The "personal productivity" game has been one I've been playing for half a decade now. Initially, what all productivity systems offer, like GTD, Personal Kanban, or the Seinfeldian Chain, is hope, and for those of us drowning in a pit of our own doubts, anxieties, and incompetence, that's all we really want. In order to keep us going back out into the horrid world every day, we need to know that a) the way we feel is not "correct" or inevitable, and b) there is an alternative, one that doesn't involve leaving our home and family to become a Tree Person, one that fits in with the life we'd like to lead.
Our lives are mostly made up of modular units of ingrained, repeated action and thought which we call "habits". Any kind of self-improvement necessarily involves stopping some habits and creating new ones, and so the success we have implementing any new system is directly tied to how well we can manipulate our habits. (I'm just setting up some axioms.)
Sometimes in our lives, there are periods where the highs and lows of our experience kind of level off, and we find ourselves just "doing our thing", riding a momentum of habit and structure and goals where nothing is really bad, nothing is really good, and there are no big surprises. These periods don't last long; maybe a day or two; maybe only an hour. But in those times we actually have the most power to change our lives.
It takes some practice to recognize these opportunities when they happen, but when they do, you should see that now is my chance to start seeing that bad habit as bad and before I do it; notice the bad impulse prior to the habit. Or conversely, see the gap where we can plug in this new great habit that we learned about, a weekly review, "family business" scrums with your spouse, push-ups, whatever.
In those lulls of life's madness, we don't strictly need our "habit architecture" to keep a roof over our heads. It's the perfect time to change things up with our status quo. The time to tear down a wall is when you're not leaning on it.
The problem is that these periods of opportunity are too short for new behavioral patterns to become ingrained and automatic.
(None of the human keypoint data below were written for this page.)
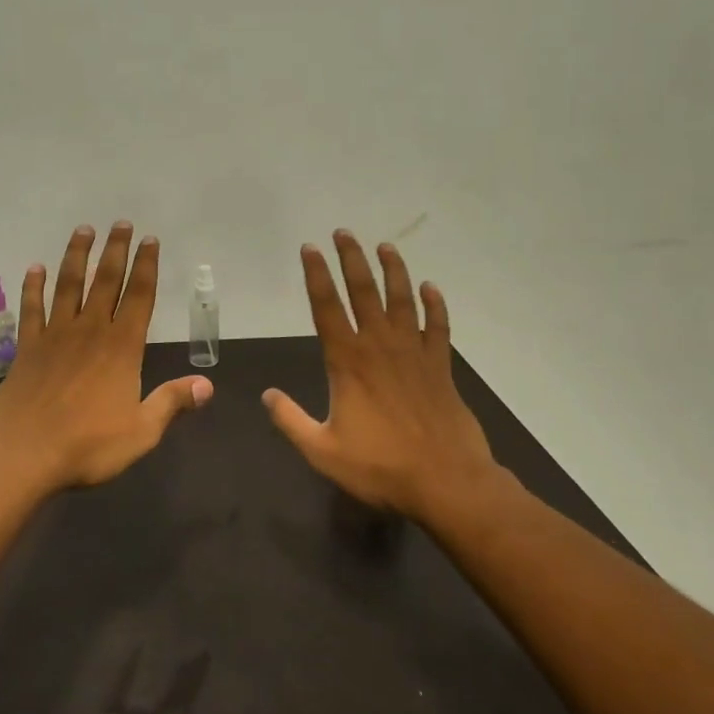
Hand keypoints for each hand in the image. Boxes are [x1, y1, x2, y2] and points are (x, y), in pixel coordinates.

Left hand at [0, 222, 212, 491]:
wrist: (23, 455)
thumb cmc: (87, 446)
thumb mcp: (141, 431)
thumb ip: (172, 403)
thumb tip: (208, 385)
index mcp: (122, 348)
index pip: (139, 296)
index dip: (146, 266)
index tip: (150, 240)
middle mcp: (90, 331)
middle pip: (105, 281)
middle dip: (116, 250)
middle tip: (120, 223)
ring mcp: (55, 336)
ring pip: (68, 285)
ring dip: (76, 256)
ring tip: (83, 230)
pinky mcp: (27, 347)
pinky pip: (31, 309)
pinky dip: (32, 287)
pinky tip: (34, 269)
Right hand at [262, 230, 501, 521]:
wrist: (446, 480)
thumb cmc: (381, 466)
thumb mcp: (322, 451)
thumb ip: (291, 421)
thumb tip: (267, 396)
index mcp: (348, 361)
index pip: (326, 307)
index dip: (316, 275)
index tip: (309, 249)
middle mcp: (379, 346)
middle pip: (364, 291)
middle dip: (351, 259)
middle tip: (344, 233)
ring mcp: (414, 352)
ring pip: (402, 299)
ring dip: (393, 270)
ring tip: (385, 246)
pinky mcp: (440, 365)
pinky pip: (437, 325)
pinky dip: (434, 304)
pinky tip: (430, 288)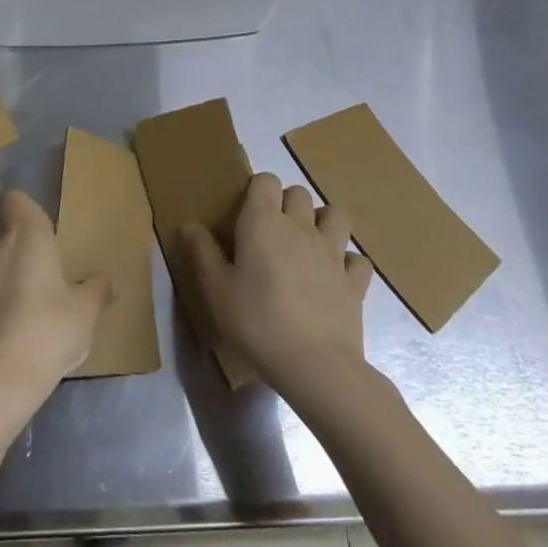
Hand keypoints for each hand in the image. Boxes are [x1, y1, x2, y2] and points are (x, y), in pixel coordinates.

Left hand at [0, 191, 108, 421]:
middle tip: (42, 281)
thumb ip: (96, 290)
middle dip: (18, 252)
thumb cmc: (49, 332)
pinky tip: (2, 338)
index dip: (26, 211)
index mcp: (26, 236)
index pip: (15, 199)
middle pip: (3, 235)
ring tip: (22, 315)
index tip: (42, 234)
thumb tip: (109, 280)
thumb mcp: (85, 313)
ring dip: (2, 281)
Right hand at [179, 173, 374, 394]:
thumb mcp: (216, 290)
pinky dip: (348, 263)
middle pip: (299, 193)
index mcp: (263, 222)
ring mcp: (332, 253)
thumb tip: (189, 225)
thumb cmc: (257, 322)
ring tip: (308, 243)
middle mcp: (300, 227)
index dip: (257, 189)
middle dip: (287, 203)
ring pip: (336, 215)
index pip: (266, 180)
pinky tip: (335, 277)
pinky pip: (358, 260)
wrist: (315, 365)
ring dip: (323, 221)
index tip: (246, 212)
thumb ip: (202, 253)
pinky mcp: (354, 282)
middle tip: (271, 231)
Before the path can be well-trod, new avalanches of change and panic and temptation and commitment are threatening to wipe away what is important to us, and we are quick to (subconsciously) return to those patterns which have served us (or seemed to serve us) in the past. We soon find ourselves back where we started, cursing ourselves for being too weak or too stupid to ever change, or else cursing the new fancy system for not being robust to life's slings and arrows, or both.
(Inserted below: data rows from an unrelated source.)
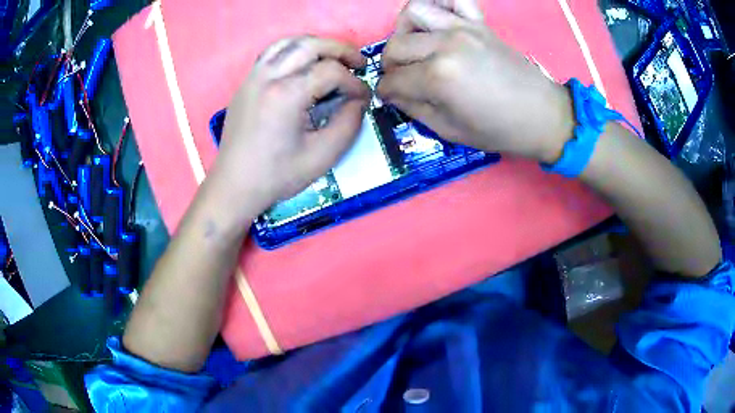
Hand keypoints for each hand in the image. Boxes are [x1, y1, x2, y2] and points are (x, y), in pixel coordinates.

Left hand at [210, 36, 369, 216]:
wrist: (235, 186)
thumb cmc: (277, 176)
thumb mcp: (323, 156)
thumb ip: (349, 124)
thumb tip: (359, 100)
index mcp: (286, 95)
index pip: (331, 72)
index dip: (354, 83)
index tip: (364, 98)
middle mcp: (268, 77)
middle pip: (311, 44)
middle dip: (340, 50)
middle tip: (359, 63)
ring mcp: (253, 77)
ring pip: (289, 42)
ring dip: (317, 45)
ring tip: (333, 58)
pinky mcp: (246, 83)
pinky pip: (272, 53)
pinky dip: (293, 50)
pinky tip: (304, 64)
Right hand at [378, 0, 573, 162]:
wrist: (542, 115)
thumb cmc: (499, 130)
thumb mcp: (449, 131)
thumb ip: (414, 108)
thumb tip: (392, 93)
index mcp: (438, 77)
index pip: (393, 80)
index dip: (385, 91)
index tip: (388, 96)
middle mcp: (446, 45)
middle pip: (396, 45)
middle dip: (390, 65)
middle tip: (401, 78)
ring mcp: (463, 28)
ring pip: (413, 12)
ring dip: (404, 30)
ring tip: (413, 46)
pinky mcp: (478, 23)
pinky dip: (439, 3)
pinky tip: (437, 21)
The paradox is that when we most need our new habits to shine and really work for us, is when they are least likely to work: the first time out of the gate. All of that shiny new hope that the system has built up in us is so easily tarnished by the system's inevitable failure to bear fruit. Because it's not a habit yet. It's just a thing we thought of. It's a purely intellectual artifact which has not yet been welded to reality by the sustained heat of mindfulness and repetition.
None of this seems hard during those lulls. We always get big ideas on vacation, or in the shower, or on retreat. The calm of "reality on pause" lets us see how free we actually are to change our habits, but everyday life is standing by to make us too afraid to try the moment we step outside.
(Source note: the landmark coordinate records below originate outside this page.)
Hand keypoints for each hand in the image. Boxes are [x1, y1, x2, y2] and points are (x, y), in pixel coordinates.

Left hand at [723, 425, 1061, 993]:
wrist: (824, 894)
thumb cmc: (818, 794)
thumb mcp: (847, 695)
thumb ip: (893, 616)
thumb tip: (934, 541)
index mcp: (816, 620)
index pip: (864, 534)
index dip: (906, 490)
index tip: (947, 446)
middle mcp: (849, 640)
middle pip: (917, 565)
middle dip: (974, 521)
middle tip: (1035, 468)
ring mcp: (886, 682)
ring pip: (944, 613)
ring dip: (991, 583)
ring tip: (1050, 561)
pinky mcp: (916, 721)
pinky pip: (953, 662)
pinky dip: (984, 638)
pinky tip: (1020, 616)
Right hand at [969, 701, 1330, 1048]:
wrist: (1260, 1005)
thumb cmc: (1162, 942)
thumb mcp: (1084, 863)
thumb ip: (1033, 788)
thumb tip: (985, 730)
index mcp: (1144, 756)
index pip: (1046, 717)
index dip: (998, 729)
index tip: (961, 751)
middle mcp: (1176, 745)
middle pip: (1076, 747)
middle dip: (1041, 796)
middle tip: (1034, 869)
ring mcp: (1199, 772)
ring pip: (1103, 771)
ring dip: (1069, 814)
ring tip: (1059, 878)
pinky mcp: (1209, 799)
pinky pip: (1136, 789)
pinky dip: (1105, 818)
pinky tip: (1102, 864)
That's why I tell myself "You can do anything in a monastery", meaning in an atmosphere of gentle regimentation, free from the unexpected, and with few sense pleasures to provide false goals, manipulating habits is easy. It's when you have to be making such changes "in flight" that the task takes on its true monumental difficulty.
But those "monastery moments" are always there waiting for us, if we learn to see them. We step back inside and are reminded about that Thing we want to do, that habit or skill or attitude that we've already figured out that we deserve. And with enough trips back there we can learn to fortify that same peaceful resolve that we feel during our downtime so that it can survive the fieriest blast of life's great Inconvenience Cannons. That's who we want to be, the person who can maintain their habits of fun and self-care, not when it's convenient, but when it's inconvenient. That's when it counts.
Anybody can be mindful in a monastery. Only a true Mensch can be mindful in a shitstorm. That's who I want to be.